(Stored data)
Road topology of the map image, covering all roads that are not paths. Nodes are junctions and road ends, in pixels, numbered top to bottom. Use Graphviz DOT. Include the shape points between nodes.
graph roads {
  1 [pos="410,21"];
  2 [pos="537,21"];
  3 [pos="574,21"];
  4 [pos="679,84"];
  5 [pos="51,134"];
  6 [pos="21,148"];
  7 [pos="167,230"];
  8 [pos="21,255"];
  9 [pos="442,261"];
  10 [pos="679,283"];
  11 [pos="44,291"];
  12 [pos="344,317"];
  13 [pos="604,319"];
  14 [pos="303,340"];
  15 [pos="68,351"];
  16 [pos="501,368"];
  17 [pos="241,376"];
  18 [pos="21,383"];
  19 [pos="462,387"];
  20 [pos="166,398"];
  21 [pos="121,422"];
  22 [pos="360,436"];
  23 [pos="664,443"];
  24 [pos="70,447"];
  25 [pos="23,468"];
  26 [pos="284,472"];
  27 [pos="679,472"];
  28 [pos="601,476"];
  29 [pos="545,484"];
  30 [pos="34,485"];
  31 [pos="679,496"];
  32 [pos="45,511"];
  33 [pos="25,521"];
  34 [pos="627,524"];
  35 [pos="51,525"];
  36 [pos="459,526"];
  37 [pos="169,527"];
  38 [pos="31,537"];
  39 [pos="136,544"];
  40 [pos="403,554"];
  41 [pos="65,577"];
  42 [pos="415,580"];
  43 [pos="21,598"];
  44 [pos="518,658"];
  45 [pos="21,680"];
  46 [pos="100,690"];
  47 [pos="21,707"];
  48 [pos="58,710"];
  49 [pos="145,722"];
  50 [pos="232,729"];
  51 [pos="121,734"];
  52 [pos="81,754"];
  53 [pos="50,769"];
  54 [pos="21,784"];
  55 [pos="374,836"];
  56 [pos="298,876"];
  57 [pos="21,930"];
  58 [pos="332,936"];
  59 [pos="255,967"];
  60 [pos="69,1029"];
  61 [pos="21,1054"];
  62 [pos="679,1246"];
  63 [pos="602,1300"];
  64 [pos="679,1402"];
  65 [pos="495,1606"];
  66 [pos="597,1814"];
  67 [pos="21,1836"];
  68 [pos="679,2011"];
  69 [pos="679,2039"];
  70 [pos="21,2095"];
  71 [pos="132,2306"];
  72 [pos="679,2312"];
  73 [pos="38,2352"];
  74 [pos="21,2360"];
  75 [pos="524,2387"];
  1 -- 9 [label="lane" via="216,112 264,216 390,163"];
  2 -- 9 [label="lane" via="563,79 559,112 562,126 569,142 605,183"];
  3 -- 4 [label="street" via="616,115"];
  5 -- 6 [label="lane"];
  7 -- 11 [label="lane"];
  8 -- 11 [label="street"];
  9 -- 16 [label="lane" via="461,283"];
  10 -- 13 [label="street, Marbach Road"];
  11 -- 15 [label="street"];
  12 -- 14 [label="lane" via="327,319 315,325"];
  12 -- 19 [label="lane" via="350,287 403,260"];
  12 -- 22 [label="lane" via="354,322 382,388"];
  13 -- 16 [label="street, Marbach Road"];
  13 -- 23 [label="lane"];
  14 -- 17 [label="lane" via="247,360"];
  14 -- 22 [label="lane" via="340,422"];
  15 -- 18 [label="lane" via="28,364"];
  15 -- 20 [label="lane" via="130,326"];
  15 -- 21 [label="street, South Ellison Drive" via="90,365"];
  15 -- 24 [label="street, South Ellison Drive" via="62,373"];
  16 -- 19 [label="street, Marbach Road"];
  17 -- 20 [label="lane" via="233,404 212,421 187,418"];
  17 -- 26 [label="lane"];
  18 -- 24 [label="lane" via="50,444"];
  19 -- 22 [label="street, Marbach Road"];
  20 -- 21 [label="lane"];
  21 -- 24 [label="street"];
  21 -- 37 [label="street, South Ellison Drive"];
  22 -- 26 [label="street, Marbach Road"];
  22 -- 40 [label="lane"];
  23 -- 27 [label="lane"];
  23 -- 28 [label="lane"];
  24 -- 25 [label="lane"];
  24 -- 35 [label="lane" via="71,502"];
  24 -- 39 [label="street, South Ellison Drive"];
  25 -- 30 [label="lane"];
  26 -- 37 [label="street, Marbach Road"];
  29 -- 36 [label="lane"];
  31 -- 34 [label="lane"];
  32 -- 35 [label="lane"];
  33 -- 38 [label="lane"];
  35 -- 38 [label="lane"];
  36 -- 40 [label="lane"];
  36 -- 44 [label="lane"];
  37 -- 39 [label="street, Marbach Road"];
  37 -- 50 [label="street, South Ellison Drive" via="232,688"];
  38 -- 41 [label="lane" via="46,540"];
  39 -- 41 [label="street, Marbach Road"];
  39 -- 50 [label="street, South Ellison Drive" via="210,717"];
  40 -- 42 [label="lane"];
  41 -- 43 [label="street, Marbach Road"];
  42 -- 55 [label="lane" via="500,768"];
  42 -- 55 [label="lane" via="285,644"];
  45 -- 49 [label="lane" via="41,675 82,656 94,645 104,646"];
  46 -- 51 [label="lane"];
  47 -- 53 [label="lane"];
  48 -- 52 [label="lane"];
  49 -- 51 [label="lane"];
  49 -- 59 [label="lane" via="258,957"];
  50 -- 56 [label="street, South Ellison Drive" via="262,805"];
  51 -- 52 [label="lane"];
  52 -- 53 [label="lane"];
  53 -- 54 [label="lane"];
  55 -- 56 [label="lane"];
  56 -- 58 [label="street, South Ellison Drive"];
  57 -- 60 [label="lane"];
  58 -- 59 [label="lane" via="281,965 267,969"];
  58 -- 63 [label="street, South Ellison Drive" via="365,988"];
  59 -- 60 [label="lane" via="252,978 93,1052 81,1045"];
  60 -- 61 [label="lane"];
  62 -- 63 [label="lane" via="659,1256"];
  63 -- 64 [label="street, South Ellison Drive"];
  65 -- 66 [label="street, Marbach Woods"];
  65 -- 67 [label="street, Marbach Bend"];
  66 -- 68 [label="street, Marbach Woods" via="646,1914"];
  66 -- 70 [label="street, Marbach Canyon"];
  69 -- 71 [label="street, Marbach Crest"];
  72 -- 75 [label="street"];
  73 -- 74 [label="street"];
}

## Required action:
Which of the lines above mention the word "Woods"? Pull those lines out.

## Reply to the exercise:
  65 -- 66 [label="street, Marbach Woods"];
  66 -- 68 [label="street, Marbach Woods" via="646,1914"];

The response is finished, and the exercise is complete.